Entries taken from a collection:
|---|

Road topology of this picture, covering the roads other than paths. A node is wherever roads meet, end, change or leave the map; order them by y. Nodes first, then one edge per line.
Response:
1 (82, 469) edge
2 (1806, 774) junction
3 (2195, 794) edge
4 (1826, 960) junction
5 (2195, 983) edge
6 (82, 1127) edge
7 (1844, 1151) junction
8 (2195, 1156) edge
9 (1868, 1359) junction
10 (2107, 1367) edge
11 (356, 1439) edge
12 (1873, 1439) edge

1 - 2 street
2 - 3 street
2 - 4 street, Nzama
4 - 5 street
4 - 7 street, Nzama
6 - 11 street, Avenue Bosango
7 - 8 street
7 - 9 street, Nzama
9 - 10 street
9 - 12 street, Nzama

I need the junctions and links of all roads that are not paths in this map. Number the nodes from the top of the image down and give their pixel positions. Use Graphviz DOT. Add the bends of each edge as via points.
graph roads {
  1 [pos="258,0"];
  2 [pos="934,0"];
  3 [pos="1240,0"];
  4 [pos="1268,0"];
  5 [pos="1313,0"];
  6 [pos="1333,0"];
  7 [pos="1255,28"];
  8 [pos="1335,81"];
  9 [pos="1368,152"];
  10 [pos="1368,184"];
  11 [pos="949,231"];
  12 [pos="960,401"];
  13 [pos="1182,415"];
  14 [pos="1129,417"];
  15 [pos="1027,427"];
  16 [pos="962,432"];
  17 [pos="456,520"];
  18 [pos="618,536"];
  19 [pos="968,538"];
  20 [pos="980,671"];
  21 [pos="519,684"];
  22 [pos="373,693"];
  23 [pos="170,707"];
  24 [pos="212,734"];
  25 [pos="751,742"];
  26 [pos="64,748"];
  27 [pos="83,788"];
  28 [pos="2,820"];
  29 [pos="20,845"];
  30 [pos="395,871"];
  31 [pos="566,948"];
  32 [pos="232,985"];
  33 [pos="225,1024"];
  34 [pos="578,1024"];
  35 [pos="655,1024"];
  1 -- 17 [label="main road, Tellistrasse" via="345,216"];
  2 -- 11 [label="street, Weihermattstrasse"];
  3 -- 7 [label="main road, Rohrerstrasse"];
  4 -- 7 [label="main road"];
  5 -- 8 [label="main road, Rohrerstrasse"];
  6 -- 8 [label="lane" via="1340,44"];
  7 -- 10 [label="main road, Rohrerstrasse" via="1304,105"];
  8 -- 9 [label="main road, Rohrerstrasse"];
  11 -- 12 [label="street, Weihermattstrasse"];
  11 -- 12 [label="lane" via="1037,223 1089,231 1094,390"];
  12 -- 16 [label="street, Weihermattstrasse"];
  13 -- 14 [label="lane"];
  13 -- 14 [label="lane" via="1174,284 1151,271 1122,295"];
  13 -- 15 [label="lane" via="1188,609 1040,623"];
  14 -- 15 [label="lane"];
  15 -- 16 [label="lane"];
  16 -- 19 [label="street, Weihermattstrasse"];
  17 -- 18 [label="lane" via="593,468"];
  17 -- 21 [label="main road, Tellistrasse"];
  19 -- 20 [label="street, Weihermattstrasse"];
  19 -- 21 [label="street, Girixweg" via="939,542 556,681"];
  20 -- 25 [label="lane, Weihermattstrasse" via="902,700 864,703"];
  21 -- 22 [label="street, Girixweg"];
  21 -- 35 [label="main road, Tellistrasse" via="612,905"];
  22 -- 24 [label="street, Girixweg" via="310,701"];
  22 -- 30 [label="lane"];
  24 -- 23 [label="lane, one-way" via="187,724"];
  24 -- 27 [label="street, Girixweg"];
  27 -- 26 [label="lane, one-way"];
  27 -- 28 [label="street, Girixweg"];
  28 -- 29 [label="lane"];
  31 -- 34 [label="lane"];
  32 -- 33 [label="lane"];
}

|---|

Goal of the exercise >> Which lines hold the word "Nzama"? Copy each of them from the records.

Exercise answer >>
2 - 4 street, Nzama
4 - 7 street, Nzama
7 - 9 street, Nzama
9 - 12 street, Nzama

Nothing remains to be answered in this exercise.